Materials provided ->
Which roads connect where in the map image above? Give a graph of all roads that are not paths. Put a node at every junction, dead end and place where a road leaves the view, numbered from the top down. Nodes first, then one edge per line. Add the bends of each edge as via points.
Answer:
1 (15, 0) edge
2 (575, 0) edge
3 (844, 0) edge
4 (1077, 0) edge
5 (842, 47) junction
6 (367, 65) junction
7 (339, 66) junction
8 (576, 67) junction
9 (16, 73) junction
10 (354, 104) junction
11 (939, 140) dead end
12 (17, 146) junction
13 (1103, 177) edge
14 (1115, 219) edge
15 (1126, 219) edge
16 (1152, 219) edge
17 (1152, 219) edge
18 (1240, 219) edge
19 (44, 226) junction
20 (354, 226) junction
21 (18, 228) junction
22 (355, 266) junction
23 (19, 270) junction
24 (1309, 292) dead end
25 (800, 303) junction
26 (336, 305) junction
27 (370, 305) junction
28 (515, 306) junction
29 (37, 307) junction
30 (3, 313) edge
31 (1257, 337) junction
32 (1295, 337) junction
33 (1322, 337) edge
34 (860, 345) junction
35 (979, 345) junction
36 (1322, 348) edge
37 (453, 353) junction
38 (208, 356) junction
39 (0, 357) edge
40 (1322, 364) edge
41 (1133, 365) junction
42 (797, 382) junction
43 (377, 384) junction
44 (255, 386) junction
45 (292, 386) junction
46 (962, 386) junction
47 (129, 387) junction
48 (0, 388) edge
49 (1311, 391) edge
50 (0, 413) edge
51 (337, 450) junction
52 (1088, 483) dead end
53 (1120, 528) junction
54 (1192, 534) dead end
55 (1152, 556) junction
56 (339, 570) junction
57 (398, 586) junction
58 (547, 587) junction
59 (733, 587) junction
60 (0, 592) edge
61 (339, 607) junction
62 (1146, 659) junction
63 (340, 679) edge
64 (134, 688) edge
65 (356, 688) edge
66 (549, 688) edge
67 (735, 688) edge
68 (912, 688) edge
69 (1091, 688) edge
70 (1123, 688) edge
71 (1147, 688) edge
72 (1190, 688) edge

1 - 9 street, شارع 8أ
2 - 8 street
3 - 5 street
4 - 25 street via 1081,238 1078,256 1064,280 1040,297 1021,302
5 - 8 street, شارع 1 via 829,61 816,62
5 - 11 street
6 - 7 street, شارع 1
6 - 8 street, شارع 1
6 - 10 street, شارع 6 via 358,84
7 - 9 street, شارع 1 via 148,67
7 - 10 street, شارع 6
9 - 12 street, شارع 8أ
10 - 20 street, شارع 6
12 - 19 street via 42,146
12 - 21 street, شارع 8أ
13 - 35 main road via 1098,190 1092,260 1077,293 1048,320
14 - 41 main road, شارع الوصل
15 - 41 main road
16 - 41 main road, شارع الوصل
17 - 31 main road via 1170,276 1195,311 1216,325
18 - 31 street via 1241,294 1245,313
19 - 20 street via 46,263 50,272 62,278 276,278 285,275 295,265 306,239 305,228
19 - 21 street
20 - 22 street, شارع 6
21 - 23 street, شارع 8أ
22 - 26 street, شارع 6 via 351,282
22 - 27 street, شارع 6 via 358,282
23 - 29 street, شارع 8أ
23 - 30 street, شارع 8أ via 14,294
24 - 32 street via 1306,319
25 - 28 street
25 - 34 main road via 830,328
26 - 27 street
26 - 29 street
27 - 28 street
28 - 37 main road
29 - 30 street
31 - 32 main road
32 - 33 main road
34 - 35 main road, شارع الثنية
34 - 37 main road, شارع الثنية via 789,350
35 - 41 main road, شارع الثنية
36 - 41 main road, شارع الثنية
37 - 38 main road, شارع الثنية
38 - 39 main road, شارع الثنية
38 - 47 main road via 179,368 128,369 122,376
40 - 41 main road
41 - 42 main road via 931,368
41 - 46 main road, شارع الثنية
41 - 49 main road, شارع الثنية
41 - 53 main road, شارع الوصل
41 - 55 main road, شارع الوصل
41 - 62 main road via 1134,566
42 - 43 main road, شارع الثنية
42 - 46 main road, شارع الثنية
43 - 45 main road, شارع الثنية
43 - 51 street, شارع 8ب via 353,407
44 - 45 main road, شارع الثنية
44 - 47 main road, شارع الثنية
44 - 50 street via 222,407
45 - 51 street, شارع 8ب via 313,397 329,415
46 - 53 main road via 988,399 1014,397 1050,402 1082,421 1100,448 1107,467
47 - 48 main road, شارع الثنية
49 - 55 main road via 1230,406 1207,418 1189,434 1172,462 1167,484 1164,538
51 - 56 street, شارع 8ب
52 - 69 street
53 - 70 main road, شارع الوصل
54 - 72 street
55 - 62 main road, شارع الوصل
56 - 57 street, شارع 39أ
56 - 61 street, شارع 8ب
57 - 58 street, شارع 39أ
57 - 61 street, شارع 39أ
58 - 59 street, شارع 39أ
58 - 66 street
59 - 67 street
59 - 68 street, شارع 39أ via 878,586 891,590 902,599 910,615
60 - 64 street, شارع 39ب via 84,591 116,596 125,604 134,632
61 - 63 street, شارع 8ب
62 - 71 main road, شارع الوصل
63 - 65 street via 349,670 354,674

What needs to be done ->
Restate the records word for word, keeping every line.

Result of this exercise ->
Which roads connect where in the map image above? Give a graph of all roads that are not paths. Put a node at every junction, dead end and place where a road leaves the view, numbered from the top down. Nodes first, then one edge per line. Add the bends of each edge as via points.
Answer:
1 (15, 0) edge
2 (575, 0) edge
3 (844, 0) edge
4 (1077, 0) edge
5 (842, 47) junction
6 (367, 65) junction
7 (339, 66) junction
8 (576, 67) junction
9 (16, 73) junction
10 (354, 104) junction
11 (939, 140) dead end
12 (17, 146) junction
13 (1103, 177) edge
14 (1115, 219) edge
15 (1126, 219) edge
16 (1152, 219) edge
17 (1152, 219) edge
18 (1240, 219) edge
19 (44, 226) junction
20 (354, 226) junction
21 (18, 228) junction
22 (355, 266) junction
23 (19, 270) junction
24 (1309, 292) dead end
25 (800, 303) junction
26 (336, 305) junction
27 (370, 305) junction
28 (515, 306) junction
29 (37, 307) junction
30 (3, 313) edge
31 (1257, 337) junction
32 (1295, 337) junction
33 (1322, 337) edge
34 (860, 345) junction
35 (979, 345) junction
36 (1322, 348) edge
37 (453, 353) junction
38 (208, 356) junction
39 (0, 357) edge
40 (1322, 364) edge
41 (1133, 365) junction
42 (797, 382) junction
43 (377, 384) junction
44 (255, 386) junction
45 (292, 386) junction
46 (962, 386) junction
47 (129, 387) junction
48 (0, 388) edge
49 (1311, 391) edge
50 (0, 413) edge
51 (337, 450) junction
52 (1088, 483) dead end
53 (1120, 528) junction
54 (1192, 534) dead end
55 (1152, 556) junction
56 (339, 570) junction
57 (398, 586) junction
58 (547, 587) junction
59 (733, 587) junction
60 (0, 592) edge
61 (339, 607) junction
62 (1146, 659) junction
63 (340, 679) edge
64 (134, 688) edge
65 (356, 688) edge
66 (549, 688) edge
67 (735, 688) edge
68 (912, 688) edge
69 (1091, 688) edge
70 (1123, 688) edge
71 (1147, 688) edge
72 (1190, 688) edge

1 - 9 street, شارع 8أ
2 - 8 street
3 - 5 street
4 - 25 street via 1081,238 1078,256 1064,280 1040,297 1021,302
5 - 8 street, شارع 1 via 829,61 816,62
5 - 11 street
6 - 7 street, شارع 1
6 - 8 street, شارع 1
6 - 10 street, شارع 6 via 358,84
7 - 9 street, شارع 1 via 148,67
7 - 10 street, شارع 6
9 - 12 street, شارع 8أ
10 - 20 street, شارع 6
12 - 19 street via 42,146
12 - 21 street, شارع 8أ
13 - 35 main road via 1098,190 1092,260 1077,293 1048,320
14 - 41 main road, شارع الوصل
15 - 41 main road
16 - 41 main road, شارع الوصل
17 - 31 main road via 1170,276 1195,311 1216,325
18 - 31 street via 1241,294 1245,313
19 - 20 street via 46,263 50,272 62,278 276,278 285,275 295,265 306,239 305,228
19 - 21 street
20 - 22 street, شارع 6
21 - 23 street, شارع 8أ
22 - 26 street, شارع 6 via 351,282
22 - 27 street, شارع 6 via 358,282
23 - 29 street, شارع 8أ
23 - 30 street, شارع 8أ via 14,294
24 - 32 street via 1306,319
25 - 28 street
25 - 34 main road via 830,328
26 - 27 street
26 - 29 street
27 - 28 street
28 - 37 main road
29 - 30 street
31 - 32 main road
32 - 33 main road
34 - 35 main road, شارع الثنية
34 - 37 main road, شارع الثنية via 789,350
35 - 41 main road, شارع الثنية
36 - 41 main road, شارع الثنية
37 - 38 main road, شارع الثنية
38 - 39 main road, شارع الثنية
38 - 47 main road via 179,368 128,369 122,376
40 - 41 main road
41 - 42 main road via 931,368
41 - 46 main road, شارع الثنية
41 - 49 main road, شارع الثنية
41 - 53 main road, شارع الوصل
41 - 55 main road, شارع الوصل
41 - 62 main road via 1134,566
42 - 43 main road, شارع الثنية
42 - 46 main road, شارع الثنية
43 - 45 main road, شارع الثنية
43 - 51 street, شارع 8ب via 353,407
44 - 45 main road, شارع الثنية
44 - 47 main road, شارع الثنية
44 - 50 street via 222,407
45 - 51 street, شارع 8ب via 313,397 329,415
46 - 53 main road via 988,399 1014,397 1050,402 1082,421 1100,448 1107,467
47 - 48 main road, شارع الثنية
49 - 55 main road via 1230,406 1207,418 1189,434 1172,462 1167,484 1164,538
51 - 56 street, شارع 8ب
52 - 69 street
53 - 70 main road, شارع الوصل
54 - 72 street
55 - 62 main road, شارع الوصل
56 - 57 street, شارع 39أ
56 - 61 street, شارع 8ب
57 - 58 street, شارع 39أ
57 - 61 street, شارع 39أ
58 - 59 street, شارع 39أ
58 - 66 street
59 - 67 street
59 - 68 street, شارع 39أ via 878,586 891,590 902,599 910,615
60 - 64 street, شارع 39ب via 84,591 116,596 125,604 134,632
61 - 63 street, شارع 8ب
62 - 71 main road, شارع الوصل
63 - 65 street via 349,670 354,674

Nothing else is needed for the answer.